At the end, the road to Baghdad was clear. Yet Bush Snr held to the Powell limited-conflict doctrine. Wish he hadn’t, the Kurds had even offered to charge to Baghdad if the US provided only an aerial cover. Perhaps Bush Snr could then have prevented the ghastly war that 12 years later his son would propel the US into. That lasted 8 years and cost over a million lives. That jogs memories? A stitch in time, they say…

What were the conditions that led to so massive a coalition? As bad as Saddam’s invasion was, its impact was tiny compared to the 47 years of terrorism export and nuclear-extinction threats that the IRGC has posed. When Iran blockades the Strait, the whole world hurts. Much more than the US, because many countries are not self-sufficient in energy. And the Arab neighbours that suffered from the IRGC missiles are lacerated by the expensive re-routing of oil tankers via the Red Sea and the loss of revenue from the ones stuck in the Strait.

The US could have continued the stalemate while the able Marco Rubio, much like the then Secretary of State James Baker in 1990, cobbled a long coalition of the willing – why should only the US risk its cavalry for the world’s benefit?

The more the world hurts, the more a Rubio coalition would be like a Baker one. Don’t fear a global depression, Mr President, turn it into a ‘Trump card’ [pun intended]; you with me, sir?

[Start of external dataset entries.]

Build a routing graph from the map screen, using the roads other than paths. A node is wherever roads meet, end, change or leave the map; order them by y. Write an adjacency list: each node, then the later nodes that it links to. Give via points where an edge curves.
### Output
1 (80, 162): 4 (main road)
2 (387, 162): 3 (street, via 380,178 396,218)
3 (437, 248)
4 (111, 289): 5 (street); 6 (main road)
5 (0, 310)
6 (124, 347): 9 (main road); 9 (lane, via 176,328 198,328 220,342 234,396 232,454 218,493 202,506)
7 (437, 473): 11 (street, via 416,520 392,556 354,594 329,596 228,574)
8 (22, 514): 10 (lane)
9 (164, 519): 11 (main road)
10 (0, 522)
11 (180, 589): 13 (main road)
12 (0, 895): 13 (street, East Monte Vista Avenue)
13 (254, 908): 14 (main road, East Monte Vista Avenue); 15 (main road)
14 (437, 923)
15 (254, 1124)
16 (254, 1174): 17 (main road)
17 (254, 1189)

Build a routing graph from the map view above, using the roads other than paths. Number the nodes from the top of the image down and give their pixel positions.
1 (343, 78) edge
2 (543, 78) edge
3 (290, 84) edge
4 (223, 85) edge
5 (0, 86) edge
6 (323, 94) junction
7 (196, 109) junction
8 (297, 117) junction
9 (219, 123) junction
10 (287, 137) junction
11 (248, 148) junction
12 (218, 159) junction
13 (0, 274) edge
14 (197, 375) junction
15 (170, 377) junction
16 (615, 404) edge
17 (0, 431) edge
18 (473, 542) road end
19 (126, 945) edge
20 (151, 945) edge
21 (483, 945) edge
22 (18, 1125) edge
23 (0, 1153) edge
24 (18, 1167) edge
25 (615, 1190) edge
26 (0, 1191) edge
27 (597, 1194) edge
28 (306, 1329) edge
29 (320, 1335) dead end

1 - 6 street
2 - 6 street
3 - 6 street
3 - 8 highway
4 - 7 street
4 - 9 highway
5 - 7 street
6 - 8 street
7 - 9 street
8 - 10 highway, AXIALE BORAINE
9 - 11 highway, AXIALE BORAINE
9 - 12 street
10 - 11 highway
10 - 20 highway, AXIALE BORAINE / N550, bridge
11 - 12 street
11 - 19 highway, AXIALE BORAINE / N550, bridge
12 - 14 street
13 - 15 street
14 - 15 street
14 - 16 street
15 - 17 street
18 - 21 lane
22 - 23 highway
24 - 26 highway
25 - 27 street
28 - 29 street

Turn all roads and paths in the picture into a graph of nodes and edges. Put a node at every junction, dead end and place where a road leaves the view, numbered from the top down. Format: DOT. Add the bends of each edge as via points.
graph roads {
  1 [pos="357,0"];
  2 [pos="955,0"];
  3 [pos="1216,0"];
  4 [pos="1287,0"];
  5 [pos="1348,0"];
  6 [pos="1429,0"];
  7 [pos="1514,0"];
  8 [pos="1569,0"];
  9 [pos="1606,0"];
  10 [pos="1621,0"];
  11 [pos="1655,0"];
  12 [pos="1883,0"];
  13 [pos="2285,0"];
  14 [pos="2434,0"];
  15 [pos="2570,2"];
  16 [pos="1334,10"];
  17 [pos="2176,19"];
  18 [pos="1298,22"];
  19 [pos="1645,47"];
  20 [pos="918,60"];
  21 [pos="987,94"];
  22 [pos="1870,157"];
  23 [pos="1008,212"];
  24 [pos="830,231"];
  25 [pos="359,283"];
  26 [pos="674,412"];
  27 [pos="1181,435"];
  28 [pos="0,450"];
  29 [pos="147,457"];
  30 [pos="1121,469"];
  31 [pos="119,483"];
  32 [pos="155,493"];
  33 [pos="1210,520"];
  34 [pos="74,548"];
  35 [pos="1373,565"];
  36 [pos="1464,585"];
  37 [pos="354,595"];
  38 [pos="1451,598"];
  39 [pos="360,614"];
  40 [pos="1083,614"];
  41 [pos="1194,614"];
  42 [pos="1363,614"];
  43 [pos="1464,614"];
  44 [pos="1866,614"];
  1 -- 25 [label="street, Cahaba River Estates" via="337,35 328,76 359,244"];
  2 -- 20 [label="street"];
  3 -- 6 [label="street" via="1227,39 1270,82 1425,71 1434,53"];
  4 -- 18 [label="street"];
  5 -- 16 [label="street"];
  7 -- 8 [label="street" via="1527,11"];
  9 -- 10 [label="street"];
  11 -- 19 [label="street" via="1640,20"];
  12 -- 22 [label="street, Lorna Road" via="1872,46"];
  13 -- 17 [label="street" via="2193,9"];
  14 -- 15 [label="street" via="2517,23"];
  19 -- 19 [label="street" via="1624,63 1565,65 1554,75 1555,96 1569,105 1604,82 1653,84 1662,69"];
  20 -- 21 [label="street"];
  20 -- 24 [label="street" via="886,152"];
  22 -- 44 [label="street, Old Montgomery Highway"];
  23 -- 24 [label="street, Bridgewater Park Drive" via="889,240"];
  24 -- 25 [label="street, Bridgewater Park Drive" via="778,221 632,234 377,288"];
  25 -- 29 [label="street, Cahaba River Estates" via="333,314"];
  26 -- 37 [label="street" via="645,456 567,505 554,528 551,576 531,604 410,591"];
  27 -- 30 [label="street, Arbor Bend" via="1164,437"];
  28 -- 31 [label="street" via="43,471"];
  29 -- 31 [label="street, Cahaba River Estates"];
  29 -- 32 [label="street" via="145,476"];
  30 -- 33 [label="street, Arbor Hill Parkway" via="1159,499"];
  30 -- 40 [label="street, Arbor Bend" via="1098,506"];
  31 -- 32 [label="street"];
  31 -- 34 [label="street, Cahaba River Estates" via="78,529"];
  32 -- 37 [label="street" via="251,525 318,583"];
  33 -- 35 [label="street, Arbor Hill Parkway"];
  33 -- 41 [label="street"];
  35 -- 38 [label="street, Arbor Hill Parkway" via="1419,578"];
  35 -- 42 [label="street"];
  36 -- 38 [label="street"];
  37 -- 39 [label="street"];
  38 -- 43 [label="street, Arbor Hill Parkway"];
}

Fortunately, an MOU is merely a ‘heads of agreement’ – not yet a contract. Well before this nonsense becomes a UN resolution, bright persuasive minds must get to the president and offer better advice. Otherwise, this war’s ugly ending overcomes most of the Good, and makes permanent the bad.

A New Declaration

You can break this MOU promise, Mr President, it’s no big deal because the IRGC have a history of lying. Start afresh with a new ‘6-point declaration’ that you can issue unilaterally:

Point 1: The IRGC exports terrorism through its various arms including Hamas, Hezbollah, the Houthis and the Muslim Brotherhood chapters. It deserves no credence until all terrorism exports halt forthwith. The IRGC must not procure or develop nuclear weapons, agree to hand over all enriched material and destroy nuclear capability including all centrifuges – to be certified by UN inspections.

Point 2: The Strait of Hormuz is a part of international waters. The IRGC has no right to blockade any merchant ships and must summarily relinquish any such notion, including even to charge any toll on any merchant ship.

Point 3: The IRGC relentlessly and cold-bloodedly murders its own civilians. It cannot be recognised as a valid government. It’s a rogue dictatorial regime.

Point 4: The United States seeks other nations’ assistance in various forms – financial, troops, munitions, intelligence, and cooperation, to end this dastardly regime. Plans are underway.

Point 5: We are now temporarily ceasing hostilities provided Iran and its funded arms such as Hamas, Hezbollah, the Houthis and its Muslim Brotherhood chapters do the same. The US and its allies maintain their right of severe retaliation.

Point 6: The future of Persia can be very bright. We are looking at reconstruction funds, the removal of sanctions, the return of prosperity through oil, and a proper government which is not a tyrannical theocracy. Which future you choose is now up to you. The world is watching.

In other words, behave like you already won the war, Mr President, because in fact you did. You still with me, Mr President?